L'éducation, la culture, le télétravail et les téléservices notamment, bénéficieront directement de ces nouvelles technologies.
Le redéploiement dans les métropoles régionales de grandes fonctions administratives, de services et d'entreprises publics, actuellement concentrés en Ile-de-France apparaît également comme un vecteur puissant de rééquilibrage de la France, sans que soit remise en cause la fonction capitale de Paris.
L'État, ainsi redéfini, est à l'image de cette France de 2015 : à Paris, les fonctions de souveraineté, qu'elles s'exercent toujours dans le cadre national ou qu'elles soient désormais partagées au niveau européen ; dans les principales métropoles, les fonctions administratives et techniques implantées de façon à conforter et à fertiliser les grandes vocations régionales.
Les grands réseaux de communication ne s'organisent plus seulement en étoile autour de Paris, mais relient directement les métropoles régionales à leurs homologues européennes.
Une nouvelle architecture de la France en Europe se dessine ainsi, dans laquelle le critère de distance-temps, qui a façonné la carte administrative et politique de la France, aura été adapté aux modes de communication et d'échange du XXIème siècle, au lieu de rester figé selon ceux du XIXème.
C'est à cette France de demain que l'État, comme les collectivités locales, doivent se préparer.
De très nombreuses propositions répondent à cet objectif
Les premières concernent les acteurs de la vie publique. Une meilleure association des citoyens, l'approfondissement et la clarification de la décentralisation, l'incitation à la coopération entre les collectivités, la réforme des finances locales et principalement celle de la taxe professionnelle, en permettant une réelle péréquation des ressources, doivent rétablir la solidarité entre les territoires et l'égalité des chances entre les citoyens, principes dont l'État doit demeurer le garant, notamment par la présence du service public. La déconcentration des services de l'État sera achevée.

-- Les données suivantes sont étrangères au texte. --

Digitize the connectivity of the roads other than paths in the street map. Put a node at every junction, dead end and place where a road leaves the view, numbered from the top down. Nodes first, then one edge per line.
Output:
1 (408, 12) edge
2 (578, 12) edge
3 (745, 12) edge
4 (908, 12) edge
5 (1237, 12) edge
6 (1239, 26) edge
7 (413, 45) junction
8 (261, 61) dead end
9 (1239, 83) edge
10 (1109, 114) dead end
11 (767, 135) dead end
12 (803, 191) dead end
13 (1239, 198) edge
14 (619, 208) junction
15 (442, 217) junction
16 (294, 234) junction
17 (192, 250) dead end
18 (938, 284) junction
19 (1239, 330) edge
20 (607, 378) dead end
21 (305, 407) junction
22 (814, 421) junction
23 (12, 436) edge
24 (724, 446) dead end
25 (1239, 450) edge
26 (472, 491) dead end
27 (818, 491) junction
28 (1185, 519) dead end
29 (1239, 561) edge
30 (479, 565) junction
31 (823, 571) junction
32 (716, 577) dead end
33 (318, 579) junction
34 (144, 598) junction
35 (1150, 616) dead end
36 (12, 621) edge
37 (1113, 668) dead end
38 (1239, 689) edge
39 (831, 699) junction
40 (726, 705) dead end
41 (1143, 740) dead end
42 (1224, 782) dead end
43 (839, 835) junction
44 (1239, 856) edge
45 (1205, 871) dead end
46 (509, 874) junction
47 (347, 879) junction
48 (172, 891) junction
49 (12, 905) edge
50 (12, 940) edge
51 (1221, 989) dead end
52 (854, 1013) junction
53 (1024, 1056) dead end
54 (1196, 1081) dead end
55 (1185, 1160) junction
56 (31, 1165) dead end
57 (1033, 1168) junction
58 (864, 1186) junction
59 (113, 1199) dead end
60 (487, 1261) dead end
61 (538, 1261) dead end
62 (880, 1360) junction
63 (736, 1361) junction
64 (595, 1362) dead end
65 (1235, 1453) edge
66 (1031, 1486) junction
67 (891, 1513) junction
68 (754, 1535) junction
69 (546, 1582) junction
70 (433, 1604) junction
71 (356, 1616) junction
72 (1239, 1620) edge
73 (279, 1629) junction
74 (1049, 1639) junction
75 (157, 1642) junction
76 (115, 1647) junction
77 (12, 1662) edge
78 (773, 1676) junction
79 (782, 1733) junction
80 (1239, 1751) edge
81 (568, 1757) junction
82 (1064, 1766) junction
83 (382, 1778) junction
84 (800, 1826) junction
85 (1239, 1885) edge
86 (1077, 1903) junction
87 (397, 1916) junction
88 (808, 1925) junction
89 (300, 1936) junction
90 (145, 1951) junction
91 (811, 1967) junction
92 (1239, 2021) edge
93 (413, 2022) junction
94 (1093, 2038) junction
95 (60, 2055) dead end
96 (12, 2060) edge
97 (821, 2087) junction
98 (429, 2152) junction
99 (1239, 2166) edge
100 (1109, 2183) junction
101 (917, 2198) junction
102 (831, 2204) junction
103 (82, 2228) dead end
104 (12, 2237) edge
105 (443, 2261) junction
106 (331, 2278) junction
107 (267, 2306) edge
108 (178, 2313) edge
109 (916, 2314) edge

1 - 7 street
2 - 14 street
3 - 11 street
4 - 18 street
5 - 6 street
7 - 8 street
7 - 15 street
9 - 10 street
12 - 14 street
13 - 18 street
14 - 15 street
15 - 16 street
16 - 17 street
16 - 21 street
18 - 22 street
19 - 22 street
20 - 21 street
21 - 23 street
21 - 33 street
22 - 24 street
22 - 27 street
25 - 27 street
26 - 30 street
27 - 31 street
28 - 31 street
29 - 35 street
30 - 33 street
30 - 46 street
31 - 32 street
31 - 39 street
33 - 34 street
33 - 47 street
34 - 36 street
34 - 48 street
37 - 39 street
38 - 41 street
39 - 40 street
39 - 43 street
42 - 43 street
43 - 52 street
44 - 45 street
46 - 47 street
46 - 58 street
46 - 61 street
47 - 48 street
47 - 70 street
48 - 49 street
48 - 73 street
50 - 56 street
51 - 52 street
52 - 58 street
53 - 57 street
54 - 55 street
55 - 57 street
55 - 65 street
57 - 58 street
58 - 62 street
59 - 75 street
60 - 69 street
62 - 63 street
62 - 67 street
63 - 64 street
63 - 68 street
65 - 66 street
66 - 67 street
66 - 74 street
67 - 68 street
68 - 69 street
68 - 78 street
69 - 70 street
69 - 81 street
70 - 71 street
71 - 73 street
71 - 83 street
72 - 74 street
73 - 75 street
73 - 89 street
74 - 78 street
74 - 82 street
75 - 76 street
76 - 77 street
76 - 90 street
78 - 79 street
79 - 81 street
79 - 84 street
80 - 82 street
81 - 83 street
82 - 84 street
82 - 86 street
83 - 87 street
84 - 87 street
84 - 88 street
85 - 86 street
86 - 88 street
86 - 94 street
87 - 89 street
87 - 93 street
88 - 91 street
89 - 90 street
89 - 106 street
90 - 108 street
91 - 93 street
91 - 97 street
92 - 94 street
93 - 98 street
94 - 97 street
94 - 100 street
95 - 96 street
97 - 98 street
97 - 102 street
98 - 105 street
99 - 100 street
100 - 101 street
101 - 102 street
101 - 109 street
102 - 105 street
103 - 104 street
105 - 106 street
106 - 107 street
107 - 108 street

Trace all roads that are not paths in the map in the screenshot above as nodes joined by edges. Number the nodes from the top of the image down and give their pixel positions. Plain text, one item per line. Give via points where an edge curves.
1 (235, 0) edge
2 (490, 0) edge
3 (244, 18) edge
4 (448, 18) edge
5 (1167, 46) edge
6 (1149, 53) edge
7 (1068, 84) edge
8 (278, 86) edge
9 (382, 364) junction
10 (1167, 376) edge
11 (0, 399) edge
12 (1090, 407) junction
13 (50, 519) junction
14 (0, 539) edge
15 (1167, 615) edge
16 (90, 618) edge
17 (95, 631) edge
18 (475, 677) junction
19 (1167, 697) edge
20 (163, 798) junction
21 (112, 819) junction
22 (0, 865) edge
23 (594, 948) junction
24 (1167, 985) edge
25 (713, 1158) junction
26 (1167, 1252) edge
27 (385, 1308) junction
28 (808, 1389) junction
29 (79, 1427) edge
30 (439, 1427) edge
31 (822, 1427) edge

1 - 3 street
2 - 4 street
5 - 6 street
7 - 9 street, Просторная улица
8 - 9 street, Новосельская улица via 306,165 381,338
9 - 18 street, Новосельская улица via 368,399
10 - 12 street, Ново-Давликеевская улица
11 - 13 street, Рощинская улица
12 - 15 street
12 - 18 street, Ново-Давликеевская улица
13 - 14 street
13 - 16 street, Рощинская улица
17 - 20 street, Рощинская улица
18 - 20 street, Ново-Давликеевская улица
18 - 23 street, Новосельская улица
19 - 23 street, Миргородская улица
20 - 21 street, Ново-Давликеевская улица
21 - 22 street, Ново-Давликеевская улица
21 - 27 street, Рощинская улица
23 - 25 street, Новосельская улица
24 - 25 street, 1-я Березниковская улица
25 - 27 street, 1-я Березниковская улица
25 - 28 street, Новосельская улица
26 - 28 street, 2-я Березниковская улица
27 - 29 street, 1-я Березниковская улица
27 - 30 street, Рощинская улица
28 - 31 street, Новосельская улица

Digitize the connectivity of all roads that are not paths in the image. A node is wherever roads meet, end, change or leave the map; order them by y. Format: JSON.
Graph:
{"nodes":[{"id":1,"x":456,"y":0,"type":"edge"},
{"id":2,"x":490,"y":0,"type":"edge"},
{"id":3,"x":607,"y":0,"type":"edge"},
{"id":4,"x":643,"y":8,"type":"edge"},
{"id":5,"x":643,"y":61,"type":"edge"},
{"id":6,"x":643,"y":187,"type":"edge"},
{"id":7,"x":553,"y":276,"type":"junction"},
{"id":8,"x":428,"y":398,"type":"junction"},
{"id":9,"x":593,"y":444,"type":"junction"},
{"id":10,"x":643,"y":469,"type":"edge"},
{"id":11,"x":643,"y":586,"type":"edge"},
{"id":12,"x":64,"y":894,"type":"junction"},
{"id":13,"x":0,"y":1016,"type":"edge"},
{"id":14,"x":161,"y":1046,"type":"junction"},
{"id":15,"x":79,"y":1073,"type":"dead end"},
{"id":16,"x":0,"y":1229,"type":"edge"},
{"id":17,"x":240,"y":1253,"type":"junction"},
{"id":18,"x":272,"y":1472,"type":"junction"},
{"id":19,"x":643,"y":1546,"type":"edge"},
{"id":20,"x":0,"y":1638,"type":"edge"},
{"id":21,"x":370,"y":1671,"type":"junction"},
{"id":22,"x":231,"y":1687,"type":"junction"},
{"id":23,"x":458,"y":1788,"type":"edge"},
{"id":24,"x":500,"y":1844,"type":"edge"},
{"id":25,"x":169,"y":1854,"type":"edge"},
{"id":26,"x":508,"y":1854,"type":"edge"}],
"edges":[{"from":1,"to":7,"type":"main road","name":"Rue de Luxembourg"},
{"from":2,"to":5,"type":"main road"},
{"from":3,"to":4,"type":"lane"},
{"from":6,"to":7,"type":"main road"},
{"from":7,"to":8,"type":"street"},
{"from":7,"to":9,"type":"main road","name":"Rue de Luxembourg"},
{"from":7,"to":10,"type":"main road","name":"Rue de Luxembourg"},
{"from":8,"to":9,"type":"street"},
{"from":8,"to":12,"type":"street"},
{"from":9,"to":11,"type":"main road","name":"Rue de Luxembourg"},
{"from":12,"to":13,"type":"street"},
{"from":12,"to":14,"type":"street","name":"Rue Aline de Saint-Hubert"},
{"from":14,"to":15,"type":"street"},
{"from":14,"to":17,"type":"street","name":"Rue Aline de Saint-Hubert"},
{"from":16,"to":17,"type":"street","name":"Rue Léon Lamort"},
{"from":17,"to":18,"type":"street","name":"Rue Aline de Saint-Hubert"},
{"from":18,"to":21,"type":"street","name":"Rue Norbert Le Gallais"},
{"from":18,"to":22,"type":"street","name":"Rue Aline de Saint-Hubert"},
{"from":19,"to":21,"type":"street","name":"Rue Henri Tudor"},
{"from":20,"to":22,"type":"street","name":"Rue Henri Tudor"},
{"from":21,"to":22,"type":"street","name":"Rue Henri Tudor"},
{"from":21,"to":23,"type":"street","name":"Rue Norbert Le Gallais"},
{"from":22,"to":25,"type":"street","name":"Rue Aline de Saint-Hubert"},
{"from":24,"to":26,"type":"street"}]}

Une deuxième série de propositions définit une nouvelle politique d'aménagement du territoire, autour de deux idées fortes :
Il s'agit d'abord d'enclencher le processus du développement local, en favorisant la création d'entreprises, d'activités et d'emplois, par des incitations fiscales et financières appropriées. Les espaces ruraux et urbains les plus menacés en bénéficieront prioritairement. La mobilité des entreprises et des emplois sera encouragée.
Il s'agit aussi d'accélérer les grandes infrastructures et les grands équipements nécessaires pour mettre la France au niveau de ses concurrents internationaux, en mobilisant les moyens financiers indispensables à cet effort d'investissement national et régional.
La loi d'orientation du territoire fixera le cadre assurant la cohérence de toutes les politiques à mettre en œuvre : un schéma national de l'aménagement du territoire inscrit dans la loi, définira l'organisation du territoire pour les vingt prochaines années, et pourra être révisé par le législateur tous les cinq ans.
Les moyens de l'État seront unifiés et la loi de finances présentée de façon à mieux faire apparaître les investissements de l'État et l'effort consenti en faveur de chaque Région.
Le document d'étape est donc la synthèse des propositions émises depuis octobre 1993. Son contenu doit être débattu, complété et amendé au cours de la deuxième phase du Débat qui se déroulera durant le 2ème trimestre 1994. Dans les prochains jours ce document ainsi qu'un dépliant plus succinct feront l'objet d'une large diffusion.
Les organismes nationaux, mais également tous les acteurs ayant participé à la première phase seront appelés à se prononcer, d'ici au 6 mai prochain, sur les orientations retenues dans le document d'étape.
Le projet de loi d'orientation sera soumis au Conseil des ministres du 8 juin 1994.